Task statement: Repeat the entries verbatim.

Records for this exercise Start Marker

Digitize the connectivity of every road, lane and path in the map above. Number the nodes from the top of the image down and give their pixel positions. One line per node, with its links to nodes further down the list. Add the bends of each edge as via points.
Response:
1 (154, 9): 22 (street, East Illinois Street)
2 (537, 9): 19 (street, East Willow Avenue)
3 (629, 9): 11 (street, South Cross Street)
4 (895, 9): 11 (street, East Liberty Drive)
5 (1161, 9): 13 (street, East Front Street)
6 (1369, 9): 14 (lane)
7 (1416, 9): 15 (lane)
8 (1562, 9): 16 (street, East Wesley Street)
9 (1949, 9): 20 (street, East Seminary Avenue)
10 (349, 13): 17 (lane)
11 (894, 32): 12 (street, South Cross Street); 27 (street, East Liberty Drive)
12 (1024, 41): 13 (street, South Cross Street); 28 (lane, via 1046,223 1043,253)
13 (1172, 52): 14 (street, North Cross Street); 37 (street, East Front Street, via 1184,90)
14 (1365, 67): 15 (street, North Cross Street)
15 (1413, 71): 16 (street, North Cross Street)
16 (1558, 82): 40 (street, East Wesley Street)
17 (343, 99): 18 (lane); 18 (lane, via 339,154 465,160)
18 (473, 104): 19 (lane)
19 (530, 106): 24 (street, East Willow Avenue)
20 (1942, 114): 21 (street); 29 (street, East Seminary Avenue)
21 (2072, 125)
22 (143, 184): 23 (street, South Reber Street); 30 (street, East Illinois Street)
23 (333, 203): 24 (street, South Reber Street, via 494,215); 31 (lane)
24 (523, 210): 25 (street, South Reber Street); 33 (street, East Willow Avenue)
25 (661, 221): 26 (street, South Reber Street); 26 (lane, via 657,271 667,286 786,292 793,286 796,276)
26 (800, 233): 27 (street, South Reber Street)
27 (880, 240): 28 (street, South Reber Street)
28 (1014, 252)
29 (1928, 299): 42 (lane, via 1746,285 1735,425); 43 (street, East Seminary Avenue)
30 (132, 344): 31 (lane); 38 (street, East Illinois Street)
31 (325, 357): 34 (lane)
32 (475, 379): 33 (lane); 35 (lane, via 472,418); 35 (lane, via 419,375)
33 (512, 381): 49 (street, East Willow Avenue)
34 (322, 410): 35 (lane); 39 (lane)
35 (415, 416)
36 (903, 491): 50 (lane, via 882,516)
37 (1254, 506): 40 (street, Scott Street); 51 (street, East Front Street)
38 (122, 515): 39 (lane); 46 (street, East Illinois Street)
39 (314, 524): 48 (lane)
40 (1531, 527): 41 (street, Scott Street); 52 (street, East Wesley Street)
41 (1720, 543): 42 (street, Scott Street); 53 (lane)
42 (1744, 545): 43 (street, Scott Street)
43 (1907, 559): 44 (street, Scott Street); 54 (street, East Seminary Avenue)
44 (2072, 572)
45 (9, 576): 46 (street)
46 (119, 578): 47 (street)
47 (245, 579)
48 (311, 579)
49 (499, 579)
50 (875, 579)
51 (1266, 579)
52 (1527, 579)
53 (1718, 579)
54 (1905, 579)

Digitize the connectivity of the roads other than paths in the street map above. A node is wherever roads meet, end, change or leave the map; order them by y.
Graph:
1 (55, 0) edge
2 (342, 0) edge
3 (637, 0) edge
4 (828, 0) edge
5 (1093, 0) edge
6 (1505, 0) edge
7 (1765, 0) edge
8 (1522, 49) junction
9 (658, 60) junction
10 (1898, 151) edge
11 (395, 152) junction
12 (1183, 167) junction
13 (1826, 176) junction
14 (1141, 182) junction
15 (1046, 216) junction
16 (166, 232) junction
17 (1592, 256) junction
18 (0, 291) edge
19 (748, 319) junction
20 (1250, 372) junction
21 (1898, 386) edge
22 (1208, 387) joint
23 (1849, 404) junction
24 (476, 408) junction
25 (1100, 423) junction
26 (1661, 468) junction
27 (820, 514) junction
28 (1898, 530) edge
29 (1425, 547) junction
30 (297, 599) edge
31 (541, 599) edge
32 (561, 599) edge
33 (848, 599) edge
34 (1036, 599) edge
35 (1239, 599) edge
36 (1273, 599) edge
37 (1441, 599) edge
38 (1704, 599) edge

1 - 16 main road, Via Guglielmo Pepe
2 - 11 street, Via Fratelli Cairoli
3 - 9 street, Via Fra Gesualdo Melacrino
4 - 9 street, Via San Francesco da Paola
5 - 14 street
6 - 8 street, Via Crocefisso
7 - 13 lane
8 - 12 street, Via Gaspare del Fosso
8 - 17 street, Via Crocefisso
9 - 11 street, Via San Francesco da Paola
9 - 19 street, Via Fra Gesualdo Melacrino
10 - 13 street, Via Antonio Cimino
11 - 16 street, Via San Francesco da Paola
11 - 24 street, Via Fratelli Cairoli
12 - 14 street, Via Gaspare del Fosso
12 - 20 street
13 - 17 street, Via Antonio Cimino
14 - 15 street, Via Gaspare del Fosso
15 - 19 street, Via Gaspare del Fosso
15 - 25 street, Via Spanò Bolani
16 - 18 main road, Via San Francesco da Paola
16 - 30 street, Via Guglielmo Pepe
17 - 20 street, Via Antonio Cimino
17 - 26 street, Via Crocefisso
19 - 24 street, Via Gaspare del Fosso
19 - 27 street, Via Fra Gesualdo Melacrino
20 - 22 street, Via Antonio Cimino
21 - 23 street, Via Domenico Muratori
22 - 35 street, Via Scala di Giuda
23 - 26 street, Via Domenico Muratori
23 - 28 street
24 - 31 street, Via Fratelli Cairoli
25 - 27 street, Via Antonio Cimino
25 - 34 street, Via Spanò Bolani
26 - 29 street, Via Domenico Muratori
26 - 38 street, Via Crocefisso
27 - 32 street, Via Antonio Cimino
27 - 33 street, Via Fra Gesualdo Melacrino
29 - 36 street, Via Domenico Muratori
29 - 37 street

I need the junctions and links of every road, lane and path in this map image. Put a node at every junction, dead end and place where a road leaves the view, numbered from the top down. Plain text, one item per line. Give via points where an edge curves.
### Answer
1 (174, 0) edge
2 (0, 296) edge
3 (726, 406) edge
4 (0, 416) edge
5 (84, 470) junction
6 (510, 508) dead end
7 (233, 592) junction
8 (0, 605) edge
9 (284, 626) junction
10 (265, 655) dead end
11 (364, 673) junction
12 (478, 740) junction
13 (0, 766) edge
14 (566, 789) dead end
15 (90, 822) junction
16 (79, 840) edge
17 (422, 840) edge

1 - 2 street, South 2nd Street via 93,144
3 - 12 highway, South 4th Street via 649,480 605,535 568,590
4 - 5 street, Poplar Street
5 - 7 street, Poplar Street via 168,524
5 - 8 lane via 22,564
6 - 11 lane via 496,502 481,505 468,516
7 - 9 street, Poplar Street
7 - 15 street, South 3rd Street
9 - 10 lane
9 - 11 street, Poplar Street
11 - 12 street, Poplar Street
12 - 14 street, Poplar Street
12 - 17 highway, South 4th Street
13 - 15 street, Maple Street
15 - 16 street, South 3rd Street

Records for this exercise End Marker

Result for this exercise:
Digitize the connectivity of every road, lane and path in the map above. Number the nodes from the top of the image down and give their pixel positions. One line per node, with its links to nodes further down the list. Add the bends of each edge as via points.
Response:
1 (154, 9): 22 (street, East Illinois Street)
2 (537, 9): 19 (street, East Willow Avenue)
3 (629, 9): 11 (street, South Cross Street)
4 (895, 9): 11 (street, East Liberty Drive)
5 (1161, 9): 13 (street, East Front Street)
6 (1369, 9): 14 (lane)
7 (1416, 9): 15 (lane)
8 (1562, 9): 16 (street, East Wesley Street)
9 (1949, 9): 20 (street, East Seminary Avenue)
10 (349, 13): 17 (lane)
11 (894, 32): 12 (street, South Cross Street); 27 (street, East Liberty Drive)
12 (1024, 41): 13 (street, South Cross Street); 28 (lane, via 1046,223 1043,253)
13 (1172, 52): 14 (street, North Cross Street); 37 (street, East Front Street, via 1184,90)
14 (1365, 67): 15 (street, North Cross Street)
15 (1413, 71): 16 (street, North Cross Street)
16 (1558, 82): 40 (street, East Wesley Street)
17 (343, 99): 18 (lane); 18 (lane, via 339,154 465,160)
18 (473, 104): 19 (lane)
19 (530, 106): 24 (street, East Willow Avenue)
20 (1942, 114): 21 (street); 29 (street, East Seminary Avenue)
21 (2072, 125)
22 (143, 184): 23 (street, South Reber Street); 30 (street, East Illinois Street)
23 (333, 203): 24 (street, South Reber Street, via 494,215); 31 (lane)
24 (523, 210): 25 (street, South Reber Street); 33 (street, East Willow Avenue)
25 (661, 221): 26 (street, South Reber Street); 26 (lane, via 657,271 667,286 786,292 793,286 796,276)
26 (800, 233): 27 (street, South Reber Street)
27 (880, 240): 28 (street, South Reber Street)
28 (1014, 252)
29 (1928, 299): 42 (lane, via 1746,285 1735,425); 43 (street, East Seminary Avenue)
30 (132, 344): 31 (lane); 38 (street, East Illinois Street)
31 (325, 357): 34 (lane)
32 (475, 379): 33 (lane); 35 (lane, via 472,418); 35 (lane, via 419,375)
33 (512, 381): 49 (street, East Willow Avenue)
34 (322, 410): 35 (lane); 39 (lane)
35 (415, 416)
36 (903, 491): 50 (lane, via 882,516)
37 (1254, 506): 40 (street, Scott Street); 51 (street, East Front Street)
38 (122, 515): 39 (lane); 46 (street, East Illinois Street)
39 (314, 524): 48 (lane)
40 (1531, 527): 41 (street, Scott Street); 52 (street, East Wesley Street)
41 (1720, 543): 42 (street, Scott Street); 53 (lane)
42 (1744, 545): 43 (street, Scott Street)
43 (1907, 559): 44 (street, Scott Street); 54 (street, East Seminary Avenue)
44 (2072, 572)
45 (9, 576): 46 (street)
46 (119, 578): 47 (street)
47 (245, 579)
48 (311, 579)
49 (499, 579)
50 (875, 579)
51 (1266, 579)
52 (1527, 579)
53 (1718, 579)
54 (1905, 579)

Digitize the connectivity of the roads other than paths in the street map above. A node is wherever roads meet, end, change or leave the map; order them by y.
Graph:
1 (55, 0) edge
2 (342, 0) edge
3 (637, 0) edge
4 (828, 0) edge
5 (1093, 0) edge
6 (1505, 0) edge
7 (1765, 0) edge
8 (1522, 49) junction
9 (658, 60) junction
10 (1898, 151) edge
11 (395, 152) junction
12 (1183, 167) junction
13 (1826, 176) junction
14 (1141, 182) junction
15 (1046, 216) junction
16 (166, 232) junction
17 (1592, 256) junction
18 (0, 291) edge
19 (748, 319) junction
20 (1250, 372) junction
21 (1898, 386) edge
22 (1208, 387) joint
23 (1849, 404) junction
24 (476, 408) junction
25 (1100, 423) junction
26 (1661, 468) junction
27 (820, 514) junction
28 (1898, 530) edge
29 (1425, 547) junction
30 (297, 599) edge
31 (541, 599) edge
32 (561, 599) edge
33 (848, 599) edge
34 (1036, 599) edge
35 (1239, 599) edge
36 (1273, 599) edge
37 (1441, 599) edge
38 (1704, 599) edge

1 - 16 main road, Via Guglielmo Pepe
2 - 11 street, Via Fratelli Cairoli
3 - 9 street, Via Fra Gesualdo Melacrino
4 - 9 street, Via San Francesco da Paola
5 - 14 street
6 - 8 street, Via Crocefisso
7 - 13 lane
8 - 12 street, Via Gaspare del Fosso
8 - 17 street, Via Crocefisso
9 - 11 street, Via San Francesco da Paola
9 - 19 street, Via Fra Gesualdo Melacrino
10 - 13 street, Via Antonio Cimino
11 - 16 street, Via San Francesco da Paola
11 - 24 street, Via Fratelli Cairoli
12 - 14 street, Via Gaspare del Fosso
12 - 20 street
13 - 17 street, Via Antonio Cimino
14 - 15 street, Via Gaspare del Fosso
15 - 19 street, Via Gaspare del Fosso
15 - 25 street, Via Spanò Bolani
16 - 18 main road, Via San Francesco da Paola
16 - 30 street, Via Guglielmo Pepe
17 - 20 street, Via Antonio Cimino
17 - 26 street, Via Crocefisso
19 - 24 street, Via Gaspare del Fosso
19 - 27 street, Via Fra Gesualdo Melacrino
20 - 22 street, Via Antonio Cimino
21 - 23 street, Via Domenico Muratori
22 - 35 street, Via Scala di Giuda
23 - 26 street, Via Domenico Muratori
23 - 28 street
24 - 31 street, Via Fratelli Cairoli
25 - 27 street, Via Antonio Cimino
25 - 34 street, Via Spanò Bolani
26 - 29 street, Via Domenico Muratori
26 - 38 street, Via Crocefisso
27 - 32 street, Via Antonio Cimino
27 - 33 street, Via Fra Gesualdo Melacrino
29 - 36 street, Via Domenico Muratori
29 - 37 street

I need the junctions and links of every road, lane and path in this map image. Put a node at every junction, dead end and place where a road leaves the view, numbered from the top down. Plain text, one item per line. Give via points where an edge curves.
### Answer
1 (174, 0) edge
2 (0, 296) edge
3 (726, 406) edge
4 (0, 416) edge
5 (84, 470) junction
6 (510, 508) dead end
7 (233, 592) junction
8 (0, 605) edge
9 (284, 626) junction
10 (265, 655) dead end
11 (364, 673) junction
12 (478, 740) junction
13 (0, 766) edge
14 (566, 789) dead end
15 (90, 822) junction
16 (79, 840) edge
17 (422, 840) edge

1 - 2 street, South 2nd Street via 93,144
3 - 12 highway, South 4th Street via 649,480 605,535 568,590
4 - 5 street, Poplar Street
5 - 7 street, Poplar Street via 168,524
5 - 8 lane via 22,564
6 - 11 lane via 496,502 481,505 468,516
7 - 9 street, Poplar Street
7 - 15 street, South 3rd Street
9 - 10 lane
9 - 11 street, Poplar Street
11 - 12 street, Poplar Street
12 - 14 street, Poplar Street
12 - 17 highway, South 4th Street
13 - 15 street, Maple Street
15 - 16 street, South 3rd Street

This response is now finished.